As we approach the end of the term, I know many on campus are balancing the need to focus on their academic work with deep sadness and anger about the ongoing death, displacement and suffering taking place in Gaza. The fate of the remaining Israeli hostages, and concerns about rising antisemitism and Islamophobia nationwide, are also on many minds. At a time when it is easy to feel paralyzed by a sense of helplessness, we look for ways to take meaningful action.

As an academic institution, Carleton contributes to our understanding of critical issues by bringing community members with varied backgrounds and experiences together, and encouraging dialogue and debate, both in our classrooms and through sponsoring lectures, panels and discussions. We support the right of students, faculty, staff, and alumni to share their beliefs, voice their outrage, or engage in activism, while encouraging them to do so in ways that are respectful of community members who hold views different from their own.

The resolution passed by CSA last week, following the dissemination of a petition initially circulated by Carleton Students for Justice for Palestine (SJP), reflects an understandable desire to see Carleton take action in the face of this ongoing crisis. The resolution asks that the Carleton Responsible Investment Committee (CRIC) review the entirety of Carleton’s investments in order to learn where, and how, they are tied to Israel. CRIC played a key role in the years-long debate that culminated in last year’s decision to divest from direct investment in fossil fuels, and that experience will provide a valuable context for their discussions about how to respond to the CSA resolution. I do know from my work with all of the groups that weighed in on that issue that many who supported divestment from fossil fuels viewed it as a singular decision, reflecting a unique and existential threat directly traceable to specific products. 

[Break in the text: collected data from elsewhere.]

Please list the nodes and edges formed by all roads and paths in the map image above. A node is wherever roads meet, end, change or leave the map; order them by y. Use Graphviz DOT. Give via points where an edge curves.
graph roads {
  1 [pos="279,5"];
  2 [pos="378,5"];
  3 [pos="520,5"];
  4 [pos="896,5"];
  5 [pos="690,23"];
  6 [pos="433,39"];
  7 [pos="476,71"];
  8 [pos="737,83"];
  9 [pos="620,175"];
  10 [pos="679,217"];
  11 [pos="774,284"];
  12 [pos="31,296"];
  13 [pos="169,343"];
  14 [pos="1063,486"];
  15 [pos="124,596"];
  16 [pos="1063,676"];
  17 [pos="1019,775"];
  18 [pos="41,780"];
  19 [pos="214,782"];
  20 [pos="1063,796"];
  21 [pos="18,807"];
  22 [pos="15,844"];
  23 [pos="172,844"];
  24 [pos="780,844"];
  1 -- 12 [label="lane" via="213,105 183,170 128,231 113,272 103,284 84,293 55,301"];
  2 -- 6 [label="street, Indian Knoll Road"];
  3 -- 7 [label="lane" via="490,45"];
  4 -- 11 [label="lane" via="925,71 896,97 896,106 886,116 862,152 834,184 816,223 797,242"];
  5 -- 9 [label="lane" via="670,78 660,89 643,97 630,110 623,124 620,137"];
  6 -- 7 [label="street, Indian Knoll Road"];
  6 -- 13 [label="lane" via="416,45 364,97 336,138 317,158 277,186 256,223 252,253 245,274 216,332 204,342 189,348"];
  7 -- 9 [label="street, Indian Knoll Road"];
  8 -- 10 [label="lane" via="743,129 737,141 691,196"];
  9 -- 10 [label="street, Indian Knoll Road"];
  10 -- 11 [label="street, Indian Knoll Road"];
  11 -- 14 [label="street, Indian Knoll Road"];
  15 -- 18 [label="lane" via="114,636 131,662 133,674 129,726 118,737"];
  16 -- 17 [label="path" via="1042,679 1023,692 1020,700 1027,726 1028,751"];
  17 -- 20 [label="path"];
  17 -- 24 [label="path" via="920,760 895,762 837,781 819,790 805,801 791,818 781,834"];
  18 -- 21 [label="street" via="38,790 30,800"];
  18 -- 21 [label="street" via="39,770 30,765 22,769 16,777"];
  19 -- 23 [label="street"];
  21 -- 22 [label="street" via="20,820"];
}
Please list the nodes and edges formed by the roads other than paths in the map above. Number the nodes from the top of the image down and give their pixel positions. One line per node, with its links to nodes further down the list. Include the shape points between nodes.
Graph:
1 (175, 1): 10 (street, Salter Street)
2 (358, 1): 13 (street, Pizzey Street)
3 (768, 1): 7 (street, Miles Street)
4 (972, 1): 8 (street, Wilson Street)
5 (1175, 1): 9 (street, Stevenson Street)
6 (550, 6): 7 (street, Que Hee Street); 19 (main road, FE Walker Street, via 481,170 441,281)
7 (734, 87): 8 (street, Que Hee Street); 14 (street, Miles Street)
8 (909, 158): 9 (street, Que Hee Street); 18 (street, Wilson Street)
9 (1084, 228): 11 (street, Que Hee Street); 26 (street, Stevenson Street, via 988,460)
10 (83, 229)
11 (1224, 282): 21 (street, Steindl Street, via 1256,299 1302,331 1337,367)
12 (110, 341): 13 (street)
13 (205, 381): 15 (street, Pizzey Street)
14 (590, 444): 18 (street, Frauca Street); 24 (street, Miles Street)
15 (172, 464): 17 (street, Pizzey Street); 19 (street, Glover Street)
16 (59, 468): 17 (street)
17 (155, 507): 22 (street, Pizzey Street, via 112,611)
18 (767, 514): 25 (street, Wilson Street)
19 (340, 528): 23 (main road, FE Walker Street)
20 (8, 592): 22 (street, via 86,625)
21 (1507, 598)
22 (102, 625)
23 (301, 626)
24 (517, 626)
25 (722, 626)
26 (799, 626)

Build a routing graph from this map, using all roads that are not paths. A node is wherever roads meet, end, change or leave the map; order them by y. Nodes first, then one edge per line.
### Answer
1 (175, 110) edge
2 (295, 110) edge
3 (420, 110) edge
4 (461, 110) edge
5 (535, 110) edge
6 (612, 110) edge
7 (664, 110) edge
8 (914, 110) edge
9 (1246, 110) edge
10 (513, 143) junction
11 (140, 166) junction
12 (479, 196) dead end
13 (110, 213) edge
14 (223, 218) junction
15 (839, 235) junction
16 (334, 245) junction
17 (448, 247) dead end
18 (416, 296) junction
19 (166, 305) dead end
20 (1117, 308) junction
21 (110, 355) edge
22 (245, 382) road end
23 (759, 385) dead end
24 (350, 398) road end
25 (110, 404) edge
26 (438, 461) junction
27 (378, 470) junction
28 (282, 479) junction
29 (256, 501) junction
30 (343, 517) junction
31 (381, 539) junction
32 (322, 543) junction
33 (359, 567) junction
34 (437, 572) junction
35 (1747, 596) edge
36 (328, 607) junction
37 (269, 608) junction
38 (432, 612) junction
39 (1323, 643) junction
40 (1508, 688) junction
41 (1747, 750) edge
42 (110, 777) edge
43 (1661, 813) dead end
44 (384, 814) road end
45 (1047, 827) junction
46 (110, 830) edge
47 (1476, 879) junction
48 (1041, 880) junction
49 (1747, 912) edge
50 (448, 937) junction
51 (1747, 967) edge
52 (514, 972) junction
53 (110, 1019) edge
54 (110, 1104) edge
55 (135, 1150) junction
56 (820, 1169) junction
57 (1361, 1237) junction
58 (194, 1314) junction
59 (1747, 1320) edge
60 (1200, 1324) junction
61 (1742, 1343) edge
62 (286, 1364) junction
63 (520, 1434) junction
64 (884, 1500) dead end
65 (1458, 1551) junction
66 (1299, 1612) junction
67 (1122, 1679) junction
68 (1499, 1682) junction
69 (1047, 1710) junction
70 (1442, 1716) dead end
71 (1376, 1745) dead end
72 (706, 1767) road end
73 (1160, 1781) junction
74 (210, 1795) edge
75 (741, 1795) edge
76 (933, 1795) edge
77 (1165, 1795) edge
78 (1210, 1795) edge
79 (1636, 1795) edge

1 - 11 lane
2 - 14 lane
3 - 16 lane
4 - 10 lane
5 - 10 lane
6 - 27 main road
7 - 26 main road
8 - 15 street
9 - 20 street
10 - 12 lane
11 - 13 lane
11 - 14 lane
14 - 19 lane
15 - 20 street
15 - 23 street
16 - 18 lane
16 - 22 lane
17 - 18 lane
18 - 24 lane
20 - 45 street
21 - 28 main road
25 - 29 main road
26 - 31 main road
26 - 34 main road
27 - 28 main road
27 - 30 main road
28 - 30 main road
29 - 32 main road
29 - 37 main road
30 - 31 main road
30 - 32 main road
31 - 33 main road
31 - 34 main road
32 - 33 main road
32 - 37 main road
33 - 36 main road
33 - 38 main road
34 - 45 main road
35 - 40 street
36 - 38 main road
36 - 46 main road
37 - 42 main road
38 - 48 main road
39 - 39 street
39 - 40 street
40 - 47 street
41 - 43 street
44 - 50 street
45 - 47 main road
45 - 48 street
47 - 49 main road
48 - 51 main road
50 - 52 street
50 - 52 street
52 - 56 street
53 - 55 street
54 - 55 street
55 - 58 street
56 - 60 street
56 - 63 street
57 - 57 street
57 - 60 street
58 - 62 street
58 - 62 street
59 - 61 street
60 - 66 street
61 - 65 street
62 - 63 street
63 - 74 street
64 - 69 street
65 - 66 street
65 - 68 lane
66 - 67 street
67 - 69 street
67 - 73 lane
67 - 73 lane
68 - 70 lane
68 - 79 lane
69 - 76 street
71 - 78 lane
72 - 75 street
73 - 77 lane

The CSA resolution also raises concerns about the Jonathan Paradise Israel Scholarship, an endowed scholarship that provides funding for students to study in Israel. As an academic institution, we send students to study in many different parts of the world, just as we welcome students from many countries to our campus. Allowing students to travel for educational purposes to a particular country or area does not imply endorsement of the actions of that country’s government. The Jonathan Paradise scholarship is not associated with any specific program—it simply funds Carleton students on the basis of proposals they submit for a proposed course of study in Israel, which might involve an academic program, internship, or volunteer experience.  We are currently reviewing language describing the Jonathan Paradise scholarship to ensure it is clear that the scholarship does not mandate any particular perspective, and can be used to support education related to Palestine as well as Israel. Carleton also has an endowed fund, the New Opportunity Scholarship Fund, that provides financial support for Palestinian students to study at Carleton, and its donor has recently added to their gift in light of the current crisis.

Over the past several months, our efforts at dialogue about the Israel-Palestine conflict have taken a variety of forms: personal conversations between college leaders, chaplains, and some of our most deeply impacted students; intentional gatherings of Jewish students and members of the Carleton Students for Justice in Palestine (SJP) to foster dialogue and connection; and a panel by Israeli and Palestinian parents from the Parents Circle organization, followed by small group dialogues; and other activities. I and other members of the administration have engaged in conversations with Jewish students, Muslim students, and students from the SJP, both individually and in groups. 

I am proud that members of our community are eager to find ways to make a difference. I believe that a combination of campus education, and individual action, will allow Carleton to have the greatest impact. We will continue to work at deepening our collective understanding of the history, culture, and politics surrounding the current conflict, and we welcome your suggestions for programs and events that will help accomplish this. And we will continue to support members of the community in their own advocacy and activism – whether that means sending letters to local, state, or national legislators, traveling to protest at the nation’s capital, fundraising in support of humanitarian needs, helping to educate the Carleton community, or something else. I hope that the education we provide can empower these actions, and believe that the collective impact of these individual actions can be meaningful.